▶ About this exercise:
The word to find is "Kenton". State how many lines below contain it, giving only the number.

▶ Provided entries:
════════

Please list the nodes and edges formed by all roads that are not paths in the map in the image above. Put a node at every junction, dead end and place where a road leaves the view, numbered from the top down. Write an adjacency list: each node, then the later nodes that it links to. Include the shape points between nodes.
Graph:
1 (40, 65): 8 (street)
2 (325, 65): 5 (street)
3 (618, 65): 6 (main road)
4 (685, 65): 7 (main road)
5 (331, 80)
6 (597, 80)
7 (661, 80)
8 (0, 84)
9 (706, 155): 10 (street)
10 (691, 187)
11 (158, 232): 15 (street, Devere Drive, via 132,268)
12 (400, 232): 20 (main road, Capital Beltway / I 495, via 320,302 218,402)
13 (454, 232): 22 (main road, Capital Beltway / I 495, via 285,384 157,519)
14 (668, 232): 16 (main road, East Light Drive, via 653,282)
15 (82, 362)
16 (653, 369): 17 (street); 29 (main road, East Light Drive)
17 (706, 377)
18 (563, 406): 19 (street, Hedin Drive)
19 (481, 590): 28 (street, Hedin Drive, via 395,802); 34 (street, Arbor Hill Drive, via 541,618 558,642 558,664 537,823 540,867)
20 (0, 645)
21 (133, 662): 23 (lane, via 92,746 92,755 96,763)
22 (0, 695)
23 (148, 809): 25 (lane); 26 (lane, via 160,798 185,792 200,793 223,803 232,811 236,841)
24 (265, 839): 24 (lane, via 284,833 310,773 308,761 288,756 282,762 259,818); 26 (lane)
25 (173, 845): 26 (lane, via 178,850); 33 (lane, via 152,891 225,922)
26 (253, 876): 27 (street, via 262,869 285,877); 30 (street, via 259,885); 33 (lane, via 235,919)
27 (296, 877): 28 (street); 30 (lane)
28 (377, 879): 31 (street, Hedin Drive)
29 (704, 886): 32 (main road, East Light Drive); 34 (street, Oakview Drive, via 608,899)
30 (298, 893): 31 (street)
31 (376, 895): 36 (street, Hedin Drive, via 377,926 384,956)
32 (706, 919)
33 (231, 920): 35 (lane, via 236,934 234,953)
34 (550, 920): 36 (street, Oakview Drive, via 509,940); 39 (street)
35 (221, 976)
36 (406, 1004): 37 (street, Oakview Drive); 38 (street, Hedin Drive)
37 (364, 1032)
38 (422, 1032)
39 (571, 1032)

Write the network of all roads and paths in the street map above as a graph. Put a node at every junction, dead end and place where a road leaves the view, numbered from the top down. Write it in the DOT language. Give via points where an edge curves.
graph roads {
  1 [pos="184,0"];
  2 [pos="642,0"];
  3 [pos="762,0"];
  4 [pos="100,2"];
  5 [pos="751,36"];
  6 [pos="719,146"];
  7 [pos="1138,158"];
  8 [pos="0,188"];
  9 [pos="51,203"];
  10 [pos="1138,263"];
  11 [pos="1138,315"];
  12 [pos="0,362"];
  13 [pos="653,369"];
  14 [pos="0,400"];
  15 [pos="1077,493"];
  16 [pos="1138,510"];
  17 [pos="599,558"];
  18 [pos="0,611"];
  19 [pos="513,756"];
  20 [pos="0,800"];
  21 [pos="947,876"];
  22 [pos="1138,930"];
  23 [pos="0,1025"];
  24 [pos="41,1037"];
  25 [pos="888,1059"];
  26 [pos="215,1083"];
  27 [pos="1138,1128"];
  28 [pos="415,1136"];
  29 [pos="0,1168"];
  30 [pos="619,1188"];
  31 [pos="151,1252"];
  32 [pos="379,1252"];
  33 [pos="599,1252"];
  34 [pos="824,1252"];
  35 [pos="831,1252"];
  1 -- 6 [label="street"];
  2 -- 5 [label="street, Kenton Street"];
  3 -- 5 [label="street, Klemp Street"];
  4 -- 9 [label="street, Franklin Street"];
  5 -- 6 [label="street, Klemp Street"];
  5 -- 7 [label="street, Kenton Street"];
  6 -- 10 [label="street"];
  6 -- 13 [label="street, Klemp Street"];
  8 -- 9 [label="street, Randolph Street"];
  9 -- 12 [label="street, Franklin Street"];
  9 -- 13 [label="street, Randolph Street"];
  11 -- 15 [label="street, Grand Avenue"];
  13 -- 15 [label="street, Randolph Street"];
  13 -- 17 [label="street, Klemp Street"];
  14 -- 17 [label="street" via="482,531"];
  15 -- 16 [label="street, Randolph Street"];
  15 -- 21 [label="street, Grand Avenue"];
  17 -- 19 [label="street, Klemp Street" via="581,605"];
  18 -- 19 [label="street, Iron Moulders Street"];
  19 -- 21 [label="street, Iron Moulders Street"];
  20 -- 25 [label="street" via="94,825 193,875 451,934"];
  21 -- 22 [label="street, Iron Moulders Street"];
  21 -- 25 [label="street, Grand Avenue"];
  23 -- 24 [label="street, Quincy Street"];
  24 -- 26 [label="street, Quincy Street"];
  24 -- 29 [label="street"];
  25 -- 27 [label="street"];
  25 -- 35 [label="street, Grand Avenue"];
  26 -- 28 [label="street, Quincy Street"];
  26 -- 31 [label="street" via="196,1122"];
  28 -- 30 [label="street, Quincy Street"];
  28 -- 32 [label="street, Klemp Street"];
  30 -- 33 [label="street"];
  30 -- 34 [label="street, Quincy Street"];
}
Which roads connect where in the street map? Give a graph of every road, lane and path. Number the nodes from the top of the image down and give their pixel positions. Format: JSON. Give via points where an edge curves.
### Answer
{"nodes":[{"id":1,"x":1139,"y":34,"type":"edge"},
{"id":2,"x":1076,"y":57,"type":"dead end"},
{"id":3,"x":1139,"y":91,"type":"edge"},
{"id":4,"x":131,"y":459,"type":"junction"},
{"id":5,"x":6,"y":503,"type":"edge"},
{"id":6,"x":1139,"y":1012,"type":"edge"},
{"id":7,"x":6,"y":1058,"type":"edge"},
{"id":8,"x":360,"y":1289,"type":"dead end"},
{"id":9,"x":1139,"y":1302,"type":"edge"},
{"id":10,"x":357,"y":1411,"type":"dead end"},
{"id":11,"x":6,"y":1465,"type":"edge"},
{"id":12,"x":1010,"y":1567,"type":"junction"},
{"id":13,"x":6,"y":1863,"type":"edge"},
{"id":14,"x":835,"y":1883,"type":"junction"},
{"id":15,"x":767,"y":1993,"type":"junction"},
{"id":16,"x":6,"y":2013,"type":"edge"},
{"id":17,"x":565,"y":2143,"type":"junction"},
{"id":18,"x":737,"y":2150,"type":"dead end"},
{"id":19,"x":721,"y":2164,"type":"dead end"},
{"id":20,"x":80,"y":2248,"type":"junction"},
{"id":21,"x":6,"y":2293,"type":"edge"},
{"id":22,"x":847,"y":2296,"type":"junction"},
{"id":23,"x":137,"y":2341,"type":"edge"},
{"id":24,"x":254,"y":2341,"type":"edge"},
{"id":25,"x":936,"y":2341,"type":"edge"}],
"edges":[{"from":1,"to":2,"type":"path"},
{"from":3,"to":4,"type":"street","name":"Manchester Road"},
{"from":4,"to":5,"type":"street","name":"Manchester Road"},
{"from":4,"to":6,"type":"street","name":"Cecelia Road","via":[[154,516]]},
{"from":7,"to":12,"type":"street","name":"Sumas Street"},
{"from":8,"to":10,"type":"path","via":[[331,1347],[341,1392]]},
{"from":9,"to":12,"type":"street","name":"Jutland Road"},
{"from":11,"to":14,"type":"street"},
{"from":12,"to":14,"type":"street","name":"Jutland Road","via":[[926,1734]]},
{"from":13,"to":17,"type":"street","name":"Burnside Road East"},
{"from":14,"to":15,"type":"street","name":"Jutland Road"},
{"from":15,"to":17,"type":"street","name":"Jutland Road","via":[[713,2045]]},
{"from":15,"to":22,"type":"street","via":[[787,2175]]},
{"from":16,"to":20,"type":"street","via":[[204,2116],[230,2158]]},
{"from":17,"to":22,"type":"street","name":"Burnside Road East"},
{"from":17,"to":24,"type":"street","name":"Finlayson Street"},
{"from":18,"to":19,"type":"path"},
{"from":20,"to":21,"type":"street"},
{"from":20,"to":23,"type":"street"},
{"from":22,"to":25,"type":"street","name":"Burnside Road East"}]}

════════

▶ Answer section:
2